Is it a copy of the Mediterranean diet?
Basically, it portrays the Mediterranean diet with more plant proteins, fruits, vegetables, legumes, nuts, olive oil, etc. The new American guidelines are not very restrictive and rather advocate a varied and balanced diet that is strongly based on the Mediterranean diet. Experts therefore speak of food profiles. They encourage you to consume a majority of foods that contribute to a healthy diet, including:
- A variety of colourful vegetables ranging from dark green, to red and orange, including legumes (beans and chickpeas) and other starchy vegetables (parsnip, winter squash, green peas, etc.)
- A variety of fruit, preferably eaten fresh and whole
- Grain products, at least half of which should be eaten as whole grains
- Fat-free or low-fat dairy products, including milk, yogurt, cheese and/or fortified soy beverages
- A variety of foods high in protein, including seafood, lean meats, poultry, eggs, legumes, nuts, seeds, and soy products
- Vegetable oils
In the wake of the scandal, Health Canada posted the Workbook on Canada's Food Guide, a tool to collect your opinions about the current Food Guide that will guide the government towards new avenues when creating the next one. But what does this questionnaire tell us? I completed it to show you the main underlying guidelines:
- Personalization: Do we want a family-oriented guide or one for the individual? This is important, because depending on the answers obtained, we’ll get a Guide that is either qualitative or quantitative.
- Getting out of the house: the next Guide may give buying advice to optimize choices at the grocery store and in restaurants.
- Is it the end of the portions? Health Canada wants to know if the population still wants to rely on portions or would like general advice on healthy eating, food profiles (e.g. eat more or less of certain types of food), recommendations on the choices to make or limit or on specific foods.

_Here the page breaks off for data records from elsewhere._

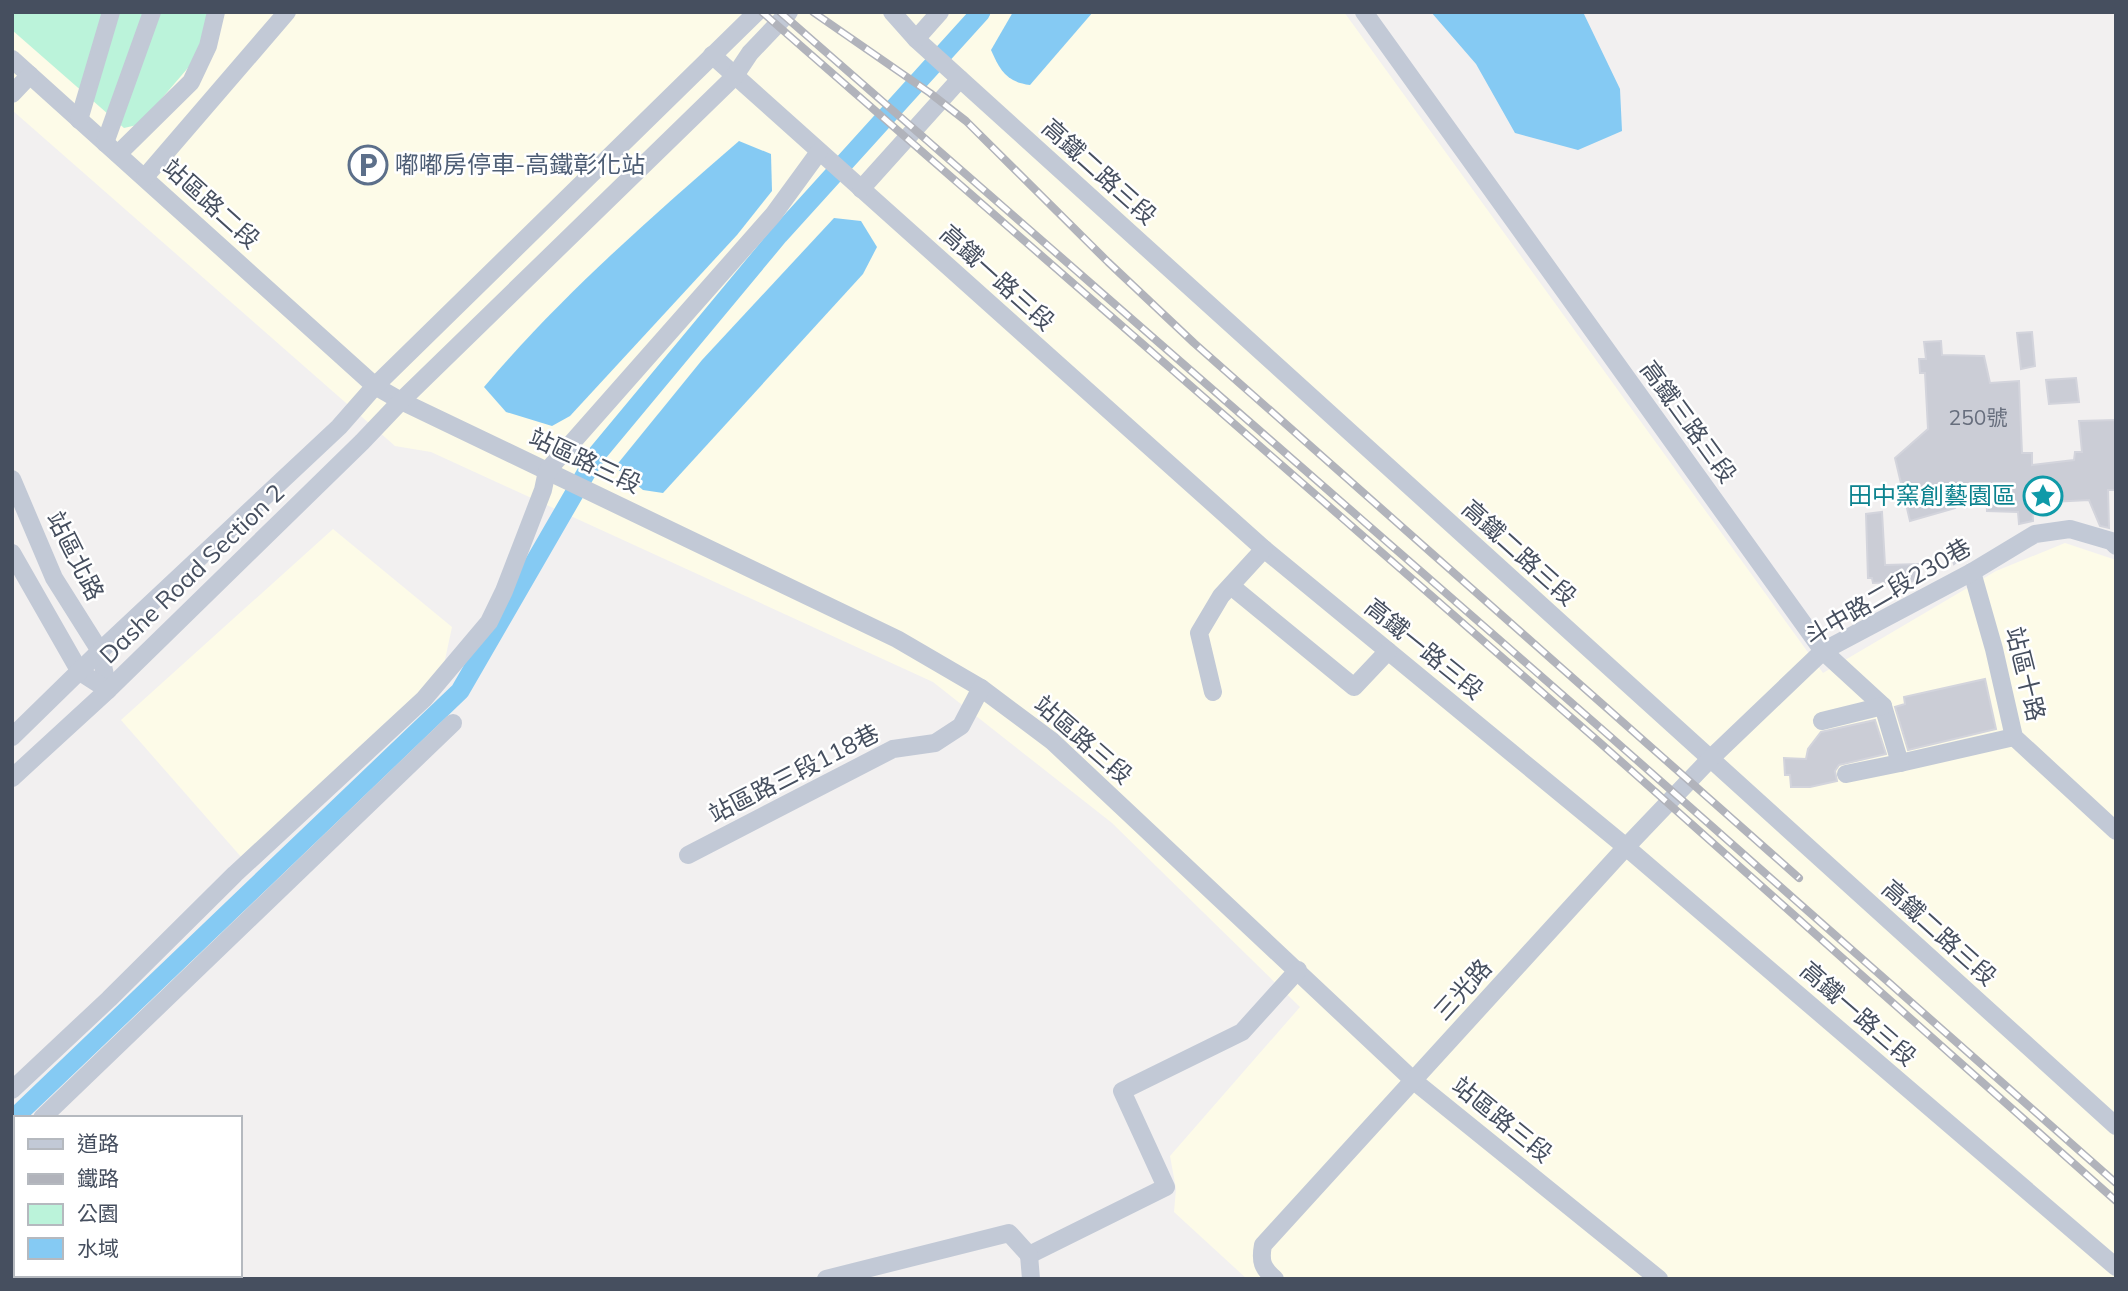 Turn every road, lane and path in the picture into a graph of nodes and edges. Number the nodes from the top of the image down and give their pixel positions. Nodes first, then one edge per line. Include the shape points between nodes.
1 (111, 12) edge
2 (152, 12) edge
3 (216, 12) edge
4 (757, 12) edge
5 (789, 12) edge
6 (892, 12) edge
7 (940, 12) edge
8 (1364, 12) edge
9 (282, 13) edge
10 (916, 39) junction
11 (712, 55) junction
12 (12, 59) edge
13 (30, 75) junction
14 (734, 77) junction
15 (960, 79) junction
16 (12, 94) edge
17 (79, 120) junction
18 (112, 149) junction
19 (819, 152) junction
20 (145, 177) junction
21 (860, 189) junction
22 (375, 386) junction
23 (401, 401) junction
24 (547, 471) junction
25 (12, 479) edge
26 (2116, 545) edge
27 (1264, 549) junction
28 (12, 553) edge
29 (1972, 572) junction
30 (1231, 586) junction
31 (100, 651) junction
32 (1388, 651) junction
33 (1823, 651) junction
34 (80, 672) junction
35 (981, 688) junction
36 (108, 690) junction
37 (1213, 692) dead end
38 (1883, 706) junction
39 (1822, 721) dead end
40 (453, 723) dead end
41 (12, 737) edge
42 (2014, 737) junction
43 (1710, 759) junction
44 (1900, 763) junction
45 (1846, 774) dead end
46 (12, 778) edge
47 (2116, 831) edge
48 (1626, 847) junction
49 (688, 855) dead end
50 (1298, 970) junction
51 (1414, 1081) junction
52 (12, 1090) edge
53 (45, 1116) edge
54 (2116, 1126) edge
55 (1028, 1255) junction
56 (2116, 1267) edge
57 (826, 1279) edge
58 (1031, 1279) edge
59 (1275, 1279) edge
60 (1660, 1279) edge

1 - 17 street
2 - 18 street
3 - 18 street via 208,46 191,82
4 - 11 street, Dashe Road Section 2
5 - 14 street, Dashe Road Section 2
6 - 10 street, 高鐵二路三段
7 - 10 street
8 - 33 street, 高鐵三路三段
9 - 20 street
10 - 15 street, 高鐵二路三段
11 - 14 street, 高鐵一路三段
11 - 22 street, Dashe Road Section 2
12 - 13 street, 站區路二段
13 - 16 street
13 - 17 street, 站區路二段
14 - 19 street, 高鐵一路三段
14 - 23 street, Dashe Road Section 2
15 - 21 street
15 - 43 street, 高鐵二路三段
17 - 18 street, 站區路二段
18 - 20 street, 站區路二段
19 - 21 street, 高鐵一路三段
19 - 24 street via 774,215
20 - 22 street, 站區路二段
21 - 27 street, 高鐵一路三段
22 - 23 street, 站區路三段
22 - 31 street, Dashe Road Section 2 via 339,427
23 - 24 street, 站區路三段
23 - 36 street, Dashe Road Section 2
24 - 35 street, 站區路三段 via 898,639
24 - 52 street via 505,591 489,622 424,699
25 - 31 street, 站區北路 via 54,578
26 - 29 street, 斗中路二段230巷 via 2070,529 2035,534
27 - 30 street
27 - 32 street, 高鐵一路三段
28 - 34 street, 站區北路
29 - 33 street, 斗中路二段230巷
29 - 42 street, 站區十路
30 - 32 street via 1353,687
30 - 37 street via 1199,633
31 - 34 street, Dashe Road Section 2
31 - 36 street, 站區北路
32 - 48 street, 高鐵一路三段
33 - 38 street, 高鐵三路三段
33 - 43 street, 斗中路二段230巷
34 - 36 street, 站區北路
34 - 41 street, Dashe Road Section 2
35 - 49 street, 站區路三段118巷 via 961,726 934,743 893,750
35 - 50 street, 站區路三段 via 1052,741
36 - 46 street, Dashe Road Section 2
38 - 39 street
38 - 44 street
40 - 53 street
42 - 44 street
42 - 47 street, 站區十路
43 - 48 street, 三光路
43 - 54 street, 高鐵二路三段
44 - 45 street
48 - 51 street, 三光路
48 - 56 street, 高鐵一路三段
50 - 51 street, 站區路三段
50 - 55 street via 1242,1032 1122,1091 1166,1187
51 - 59 street, 三光路 via 1263,1245 1265,1271
51 - 60 street, 站區路三段
55 - 57 street via 1009,1233
55 - 58 street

- Recommendations on food processing are also expected to emerge. In the Workbook on Canada's Food Guide, Health Canada places a lot of emphasis on cooking at home and the degree of food processing, much like the Brazilian Food Guide.
- New recommendations on sugar consumption should emerge.
- Could this be the end of the 4 food groups? Health Canada wants to know if the current grouping of foods is appropriate. In my opinion, we should drop this method of classification and encourage the consumption of certain foods, such as vegetables, fruits, nuts, legumes, seeds, fish, yogurt. These foods stand out in the scientific literature as being associated with a better dietary profile. The new Guide should be based on these profiles, a bit like the new American guidelines, and thus abandon the 4 groups as we know them.
We already know that Canada's next Food Guide will be created by calling on experts in the food and health fields, health professional associations, and non-governmental organizations interested in health, and federal, provincial and territorial officials. Industry will therefore be excluded from the procedures, for which Health Canada has long been criticized. People want a Guide that is neutral, transparent and free from outside influence from lobbyists, producers, restaurateurs and industry.
At Health Canada’s next meeting in 2017, they will share the drafts of the new recommendations on healthy eating. Will we be disappointed? Time will tell!